Refined cyclic renormalization group in Russian Doll model

TL;DR

This paper investigates the refined cyclic renormalization group behavior in the Russian Doll Model, revealing energy-dependent periodicity, effects of disorder, and providing analytic and numerical insights into its spectral properties.

Contribution

It generalizes the cyclic RG analysis of the Russian Doll Model beyond the wideband limit, including disorder effects and energy-dependent spectral periodicity.

Findings

Periodic spectrum becomes energy-dependent beyond the wideband limit

Disorder affects spectral periodicity only at high energies

Analytic results are supported by exact diagonalization

Abstract

Focusing on Bethe-ansatz integrable models, robust to both time-reversal symmetry breaking and disorder, we consider the Russian Doll Model (RDM) for finite system sizes and energy levels.
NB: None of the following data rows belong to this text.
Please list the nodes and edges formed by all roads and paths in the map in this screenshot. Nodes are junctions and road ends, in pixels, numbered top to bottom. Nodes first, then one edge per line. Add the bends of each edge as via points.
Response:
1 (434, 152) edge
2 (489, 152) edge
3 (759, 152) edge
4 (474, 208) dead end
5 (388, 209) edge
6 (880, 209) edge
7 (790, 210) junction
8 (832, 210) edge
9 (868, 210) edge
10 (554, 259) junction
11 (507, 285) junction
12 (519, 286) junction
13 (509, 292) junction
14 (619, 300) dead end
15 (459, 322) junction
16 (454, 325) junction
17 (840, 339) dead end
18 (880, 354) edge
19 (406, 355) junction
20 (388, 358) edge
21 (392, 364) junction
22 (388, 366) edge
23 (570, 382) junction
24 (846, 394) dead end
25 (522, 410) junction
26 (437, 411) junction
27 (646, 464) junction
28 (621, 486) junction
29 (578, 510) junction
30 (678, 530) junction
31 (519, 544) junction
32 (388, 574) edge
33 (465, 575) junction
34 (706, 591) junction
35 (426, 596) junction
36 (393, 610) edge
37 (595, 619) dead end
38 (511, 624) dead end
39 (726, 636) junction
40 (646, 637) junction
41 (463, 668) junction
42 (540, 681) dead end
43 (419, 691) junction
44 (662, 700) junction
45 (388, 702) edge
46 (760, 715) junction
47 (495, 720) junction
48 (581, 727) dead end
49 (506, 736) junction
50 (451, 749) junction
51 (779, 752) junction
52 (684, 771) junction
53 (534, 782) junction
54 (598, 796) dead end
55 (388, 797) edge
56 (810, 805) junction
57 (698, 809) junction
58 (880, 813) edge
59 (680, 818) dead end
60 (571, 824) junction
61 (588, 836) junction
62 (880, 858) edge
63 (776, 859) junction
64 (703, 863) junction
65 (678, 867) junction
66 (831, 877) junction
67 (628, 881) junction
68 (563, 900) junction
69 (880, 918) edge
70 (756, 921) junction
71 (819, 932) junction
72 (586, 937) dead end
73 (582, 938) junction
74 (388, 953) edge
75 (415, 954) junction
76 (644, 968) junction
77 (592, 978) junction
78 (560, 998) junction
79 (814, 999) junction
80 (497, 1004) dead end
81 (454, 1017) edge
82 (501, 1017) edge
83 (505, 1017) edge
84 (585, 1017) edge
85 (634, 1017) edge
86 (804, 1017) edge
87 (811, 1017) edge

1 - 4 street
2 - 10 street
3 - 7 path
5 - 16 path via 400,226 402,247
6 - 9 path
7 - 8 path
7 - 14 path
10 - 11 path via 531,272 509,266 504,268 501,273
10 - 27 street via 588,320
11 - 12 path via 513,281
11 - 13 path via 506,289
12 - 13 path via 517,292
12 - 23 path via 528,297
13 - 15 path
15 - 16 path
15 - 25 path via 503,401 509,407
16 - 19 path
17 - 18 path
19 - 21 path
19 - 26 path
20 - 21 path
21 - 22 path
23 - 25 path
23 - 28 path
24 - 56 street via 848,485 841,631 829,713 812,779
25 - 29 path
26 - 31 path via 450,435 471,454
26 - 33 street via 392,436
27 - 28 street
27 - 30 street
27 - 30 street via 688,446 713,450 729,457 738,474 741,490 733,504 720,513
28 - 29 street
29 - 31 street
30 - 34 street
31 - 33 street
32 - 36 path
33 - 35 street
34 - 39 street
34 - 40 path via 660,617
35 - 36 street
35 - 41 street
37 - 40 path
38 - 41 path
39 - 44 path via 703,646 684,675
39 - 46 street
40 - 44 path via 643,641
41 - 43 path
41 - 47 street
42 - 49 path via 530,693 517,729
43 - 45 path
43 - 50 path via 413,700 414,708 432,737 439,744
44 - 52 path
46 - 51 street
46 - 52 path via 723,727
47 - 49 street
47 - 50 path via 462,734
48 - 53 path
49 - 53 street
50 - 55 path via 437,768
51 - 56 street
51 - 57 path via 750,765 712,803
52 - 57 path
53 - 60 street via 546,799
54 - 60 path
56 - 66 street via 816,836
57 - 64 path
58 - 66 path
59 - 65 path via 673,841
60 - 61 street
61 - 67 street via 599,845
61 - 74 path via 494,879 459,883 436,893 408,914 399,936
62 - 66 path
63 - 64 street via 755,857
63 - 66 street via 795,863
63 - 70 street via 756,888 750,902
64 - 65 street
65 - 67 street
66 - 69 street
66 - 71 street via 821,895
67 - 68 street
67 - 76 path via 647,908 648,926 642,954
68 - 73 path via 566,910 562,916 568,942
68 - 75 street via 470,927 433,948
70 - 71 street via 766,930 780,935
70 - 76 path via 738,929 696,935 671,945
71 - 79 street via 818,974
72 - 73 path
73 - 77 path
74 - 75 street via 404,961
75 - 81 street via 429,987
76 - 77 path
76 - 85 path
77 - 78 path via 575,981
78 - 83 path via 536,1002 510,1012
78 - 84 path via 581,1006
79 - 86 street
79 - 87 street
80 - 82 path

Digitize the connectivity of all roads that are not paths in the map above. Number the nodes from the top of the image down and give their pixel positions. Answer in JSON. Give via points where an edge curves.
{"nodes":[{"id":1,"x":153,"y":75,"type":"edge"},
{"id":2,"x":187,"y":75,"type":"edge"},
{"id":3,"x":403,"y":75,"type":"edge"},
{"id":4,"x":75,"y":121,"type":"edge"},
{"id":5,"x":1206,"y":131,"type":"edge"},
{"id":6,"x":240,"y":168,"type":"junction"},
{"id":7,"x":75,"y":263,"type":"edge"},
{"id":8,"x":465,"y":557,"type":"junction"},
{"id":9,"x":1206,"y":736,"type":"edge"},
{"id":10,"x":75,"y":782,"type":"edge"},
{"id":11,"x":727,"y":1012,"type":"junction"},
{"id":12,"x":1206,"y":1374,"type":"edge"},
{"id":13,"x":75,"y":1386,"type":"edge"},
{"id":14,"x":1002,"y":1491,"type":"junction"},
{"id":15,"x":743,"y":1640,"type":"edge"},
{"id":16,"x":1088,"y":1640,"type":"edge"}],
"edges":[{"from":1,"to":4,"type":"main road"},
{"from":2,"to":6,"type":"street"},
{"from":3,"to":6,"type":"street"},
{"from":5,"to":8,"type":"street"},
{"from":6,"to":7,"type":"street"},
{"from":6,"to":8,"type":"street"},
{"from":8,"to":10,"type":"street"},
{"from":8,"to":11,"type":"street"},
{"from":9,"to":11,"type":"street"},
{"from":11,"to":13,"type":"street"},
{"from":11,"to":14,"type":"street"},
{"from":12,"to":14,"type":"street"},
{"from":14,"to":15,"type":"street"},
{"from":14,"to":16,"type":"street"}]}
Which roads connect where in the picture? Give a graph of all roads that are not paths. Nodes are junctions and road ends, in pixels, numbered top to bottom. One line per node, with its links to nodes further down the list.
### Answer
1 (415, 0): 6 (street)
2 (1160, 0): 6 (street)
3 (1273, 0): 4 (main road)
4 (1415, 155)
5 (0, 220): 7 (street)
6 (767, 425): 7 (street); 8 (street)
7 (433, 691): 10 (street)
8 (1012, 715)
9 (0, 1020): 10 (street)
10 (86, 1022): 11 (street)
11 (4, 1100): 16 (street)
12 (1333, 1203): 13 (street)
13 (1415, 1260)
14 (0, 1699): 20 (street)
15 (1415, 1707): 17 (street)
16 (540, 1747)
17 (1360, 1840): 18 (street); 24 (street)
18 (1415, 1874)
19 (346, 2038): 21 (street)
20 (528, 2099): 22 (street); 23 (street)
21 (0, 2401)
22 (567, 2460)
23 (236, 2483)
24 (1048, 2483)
Suggested as a time-reversal-symmetry breaking deformation of Richardson's model, the well-known and simplest model of superconductivity, RDM revealed an unusual cyclic renormalization group (RG) over the system size $N$, where the energy levels repeat themselves, shifted by one after a finite period in $\ln N$, supplemented by a hierarchy of superconducting condensates, with the superconducting gaps following the so-called Efimov (exponential) scaling. The equidistant single-particle spectrum of RDM made the above Efimov scaling and cyclic RG to be asymptotically exact in the wideband limit of the diagonal potential. Here, we generalize this observation in various respects. We find that, beyond the wideband limit, when the entire spectrum is considered, the periodicity of the spectrum is not constant, but appears to be energy-dependent. Moreover, we resolve the apparent paradox of shift in the spectrum by a single level after the RG period, despite the disappearance of a finite fraction of energy levels. We also analyze the effects of disorder in the diagonal potential on the above periodicity and show that it survives only for high energies beyond the energy interval of the disorder amplitude. Our analytic analysis is supported with exact diagonalization.